> [Exercise instructions] Transcribe the records that follow in their entirety, omitting any pictures.

··· The records ···

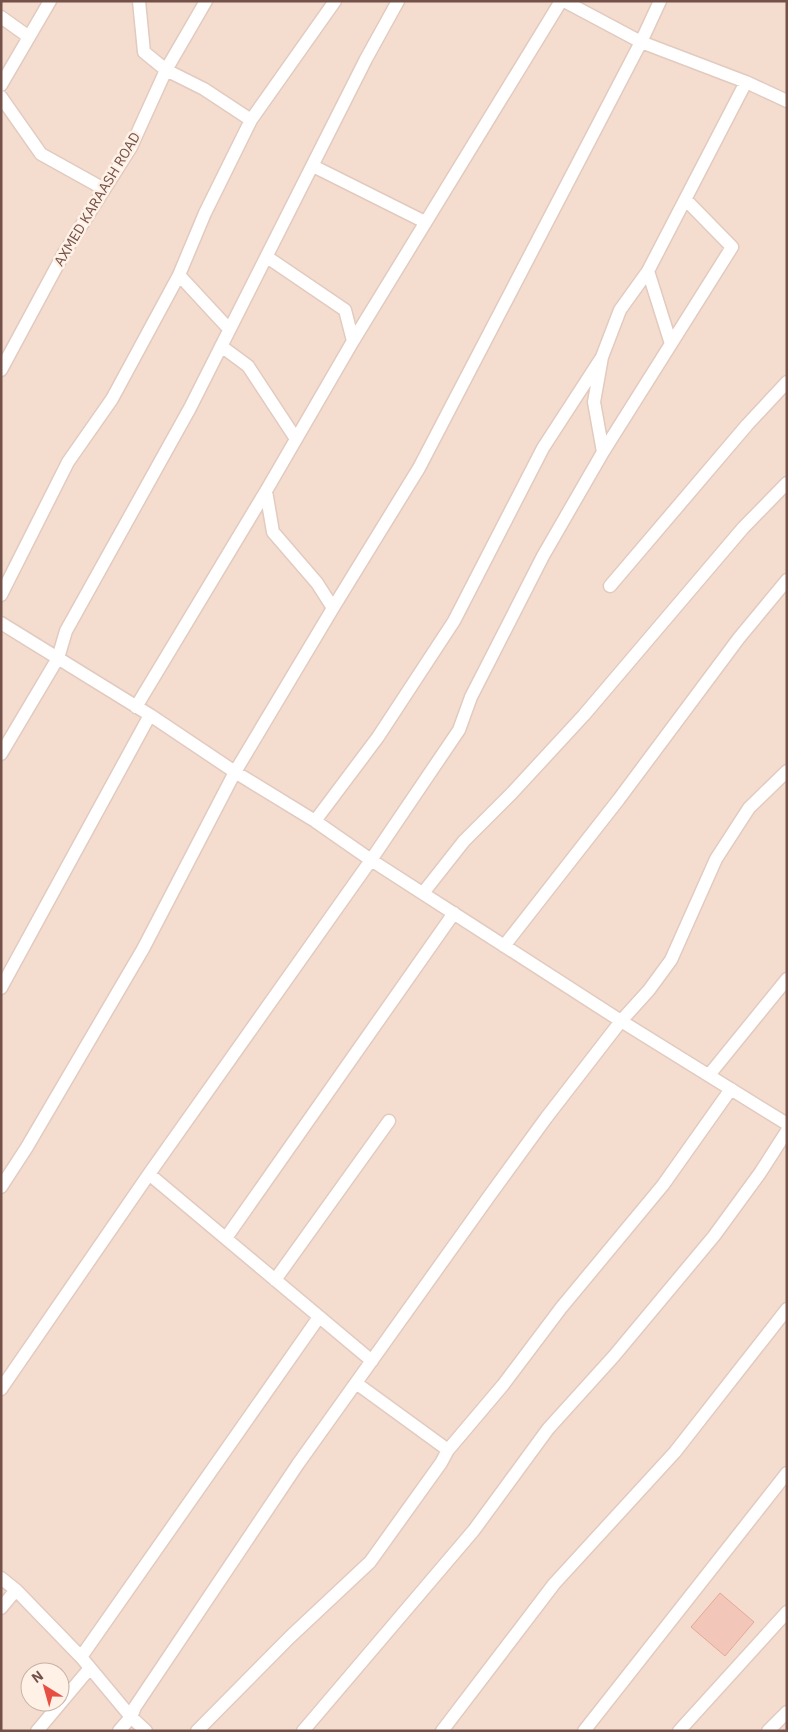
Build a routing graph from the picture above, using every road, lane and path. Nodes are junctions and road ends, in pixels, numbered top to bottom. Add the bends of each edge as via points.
1 (50, 1) edge
2 (140, 1) edge
3 (206, 1) edge
4 (335, 1) edge
5 (398, 1) edge
6 (562, 1) edge
7 (660, 1) edge
8 (1, 17) edge
9 (29, 37) junction
10 (641, 42) junction
11 (166, 70) junction
12 (746, 82) junction
13 (1, 85) edge
14 (1, 97) edge
15 (787, 101) edge
16 (251, 120) junction
17 (313, 166) junction
18 (104, 189) junction
19 (686, 200) junction
20 (426, 222) junction
21 (267, 257) junction
22 (648, 271) junction
23 (179, 275) junction
24 (229, 329) junction
25 (352, 341) junction
26 (671, 344) junction
27 (221, 346) junction
28 (602, 357) junction
29 (1, 370) edge
30 (787, 382) edge
31 (296, 439) junction
32 (603, 452) junction
33 (787, 483) edge
34 (266, 490) junction
35 (787, 580) edge
36 (610, 586) dead end
37 (1, 595) edge
38 (332, 608) junction
39 (1, 623) edge
40 (58, 658) junction
41 (136, 707) junction
42 (150, 715) junction
43 (1, 754) edge
44 (787, 771) edge
45 (235, 772) junction
46 (315, 821) junction
47 (371, 860) junction
48 (423, 893) junction
49 (454, 913) junction
50 (504, 946) junction
51 (787, 979) edge
52 (1, 988) edge
53 (621, 1021) junction
54 (709, 1075) junction
55 (731, 1089) junction
56 (389, 1121) dead end
57 (787, 1124) edge
58 (787, 1131) edge
59 (150, 1174) junction
60 (1, 1187) edge
61 (226, 1238) junction
62 (275, 1280) junction
63 (787, 1309) edge
64 (319, 1317) junction
65 (372, 1361) junction
66 (356, 1384) junction
67 (1, 1389) edge
68 (448, 1450) junction
69 (787, 1473) edge
70 (1, 1578) edge
71 (16, 1590) junction
72 (1, 1608) edge
73 (787, 1612) edge
74 (81, 1657) junction
75 (90, 1668) junction
76 (787, 1712) edge
77 (131, 1717) junction
78 (37, 1731) edge
79 (119, 1731) edge
80 (146, 1731) edge
81 (197, 1731) edge
82 (303, 1731) edge
83 (442, 1731) edge
84 (584, 1731) edge
85 (679, 1731) edge
86 (768, 1731) edge

1 - 9 street
2 - 11 street via 144,52
3 - 11 street, AXMED KARAASH ROAD
4 - 16 street
5 - 17 street
6 - 10 street
6 - 20 street
7 - 10 street
8 - 9 street
9 - 13 street
10 - 12 street
10 - 38 street via 419,468
11 - 16 street via 204,89
11 - 18 street, AXMED KARAASH ROAD via 131,146
12 - 15 street
12 - 19 street
14 - 18 street via 41,154
16 - 23 street via 205,213
17 - 20 street
17 - 21 street
18 - 29 street, AXMED KARAASH ROAD via 64,253
19 - 22 street
19 - 26 street via 732,247
20 - 25 street
21 - 24 street
21 - 25 street via 345,310
22 - 26 street
22 - 28 street via 620,310
23 - 24 street
23 - 37 street via 112,399 68,462
24 - 27 street
25 - 31 street
26 - 32 street
27 - 31 street via 248,366
27 - 40 street via 66,631
28 - 32 street via 594,402
28 - 46 street via 543,448 454,621 378,737
30 - 36 street
31 - 34 street
32 - 47 street via 543,556 471,697 459,730
33 - 48 street via 743,528 584,715 464,841
34 - 38 street via 273,532 317,583
34 - 41 street
35 - 50 street via 738,638 619,799
38 - 45 street
39 - 40 street
40 - 41 street
40 - 43 street
41 - 42 street
42 - 45 street
42 - 52 street
44 - 53 street via 750,808 716,859 671,960
45 - 46 street
45 - 60 street via 143,950
46 - 47 street
47 - 48 street
47 - 59 street
48 - 49 street
49 - 50 street
49 - 61 street
50 - 53 street
51 - 54 street
53 - 54 street
53 - 65 street via 540,1126
54 - 55 street
55 - 57 street
55 - 68 street via 664,1185
56 - 62 street
58 - 82 street via 714,1236 548,1429 474,1530
59 - 61 street
59 - 67 street
61 - 62 street
62 - 64 street
63 - 83 street via 675,1452 554,1584
64 - 65 street
64 - 74 street
65 - 66 street
66 - 68 street
66 - 77 street via 287,1480
68 - 81 street via 370,1562
69 - 84 street
70 - 71 street
71 - 72 street
71 - 74 street
73 - 85 street
74 - 75 street
75 - 77 street
75 - 78 street
76 - 86 street
77 - 79 street
77 - 80 street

···

> [Worked solution]
Build a routing graph from the picture above, using every road, lane and path. Nodes are junctions and road ends, in pixels, numbered top to bottom. Add the bends of each edge as via points.
1 (50, 1) edge
2 (140, 1) edge
3 (206, 1) edge
4 (335, 1) edge
5 (398, 1) edge
6 (562, 1) edge
7 (660, 1) edge
8 (1, 17) edge
9 (29, 37) junction
10 (641, 42) junction
11 (166, 70) junction
12 (746, 82) junction
13 (1, 85) edge
14 (1, 97) edge
15 (787, 101) edge
16 (251, 120) junction
17 (313, 166) junction
18 (104, 189) junction
19 (686, 200) junction
20 (426, 222) junction
21 (267, 257) junction
22 (648, 271) junction
23 (179, 275) junction
24 (229, 329) junction
25 (352, 341) junction
26 (671, 344) junction
27 (221, 346) junction
28 (602, 357) junction
29 (1, 370) edge
30 (787, 382) edge
31 (296, 439) junction
32 (603, 452) junction
33 (787, 483) edge
34 (266, 490) junction
35 (787, 580) edge
36 (610, 586) dead end
37 (1, 595) edge
38 (332, 608) junction
39 (1, 623) edge
40 (58, 658) junction
41 (136, 707) junction
42 (150, 715) junction
43 (1, 754) edge
44 (787, 771) edge
45 (235, 772) junction
46 (315, 821) junction
47 (371, 860) junction
48 (423, 893) junction
49 (454, 913) junction
50 (504, 946) junction
51 (787, 979) edge
52 (1, 988) edge
53 (621, 1021) junction
54 (709, 1075) junction
55 (731, 1089) junction
56 (389, 1121) dead end
57 (787, 1124) edge
58 (787, 1131) edge
59 (150, 1174) junction
60 (1, 1187) edge
61 (226, 1238) junction
62 (275, 1280) junction
63 (787, 1309) edge
64 (319, 1317) junction
65 (372, 1361) junction
66 (356, 1384) junction
67 (1, 1389) edge
68 (448, 1450) junction
69 (787, 1473) edge
70 (1, 1578) edge
71 (16, 1590) junction
72 (1, 1608) edge
73 (787, 1612) edge
74 (81, 1657) junction
75 (90, 1668) junction
76 (787, 1712) edge
77 (131, 1717) junction
78 (37, 1731) edge
79 (119, 1731) edge
80 (146, 1731) edge
81 (197, 1731) edge
82 (303, 1731) edge
83 (442, 1731) edge
84 (584, 1731) edge
85 (679, 1731) edge
86 (768, 1731) edge

1 - 9 street
2 - 11 street via 144,52
3 - 11 street, AXMED KARAASH ROAD
4 - 16 street
5 - 17 street
6 - 10 street
6 - 20 street
7 - 10 street
8 - 9 street
9 - 13 street
10 - 12 street
10 - 38 street via 419,468
11 - 16 street via 204,89
11 - 18 street, AXMED KARAASH ROAD via 131,146
12 - 15 street
12 - 19 street
14 - 18 street via 41,154
16 - 23 street via 205,213
17 - 20 street
17 - 21 street
18 - 29 street, AXMED KARAASH ROAD via 64,253
19 - 22 street
19 - 26 street via 732,247
20 - 25 street
21 - 24 street
21 - 25 street via 345,310
22 - 26 street
22 - 28 street via 620,310
23 - 24 street
23 - 37 street via 112,399 68,462
24 - 27 street
25 - 31 street
26 - 32 street
27 - 31 street via 248,366
27 - 40 street via 66,631
28 - 32 street via 594,402
28 - 46 street via 543,448 454,621 378,737
30 - 36 street
31 - 34 street
32 - 47 street via 543,556 471,697 459,730
33 - 48 street via 743,528 584,715 464,841
34 - 38 street via 273,532 317,583
34 - 41 street
35 - 50 street via 738,638 619,799
38 - 45 street
39 - 40 street
40 - 41 street
40 - 43 street
41 - 42 street
42 - 45 street
42 - 52 street
44 - 53 street via 750,808 716,859 671,960
45 - 46 street
45 - 60 street via 143,950
46 - 47 street
47 - 48 street
47 - 59 street
48 - 49 street
49 - 50 street
49 - 61 street
50 - 53 street
51 - 54 street
53 - 54 street
53 - 65 street via 540,1126
54 - 55 street
55 - 57 street
55 - 68 street via 664,1185
56 - 62 street
58 - 82 street via 714,1236 548,1429 474,1530
59 - 61 street
59 - 67 street
61 - 62 street
62 - 64 street
63 - 83 street via 675,1452 554,1584
64 - 65 street
64 - 74 street
65 - 66 street
66 - 68 street
66 - 77 street via 287,1480
68 - 81 street via 370,1562
69 - 84 street
70 - 71 street
71 - 72 street
71 - 74 street
73 - 85 street
74 - 75 street
75 - 77 street
75 - 78 street
76 - 86 street
77 - 79 street
77 - 80 street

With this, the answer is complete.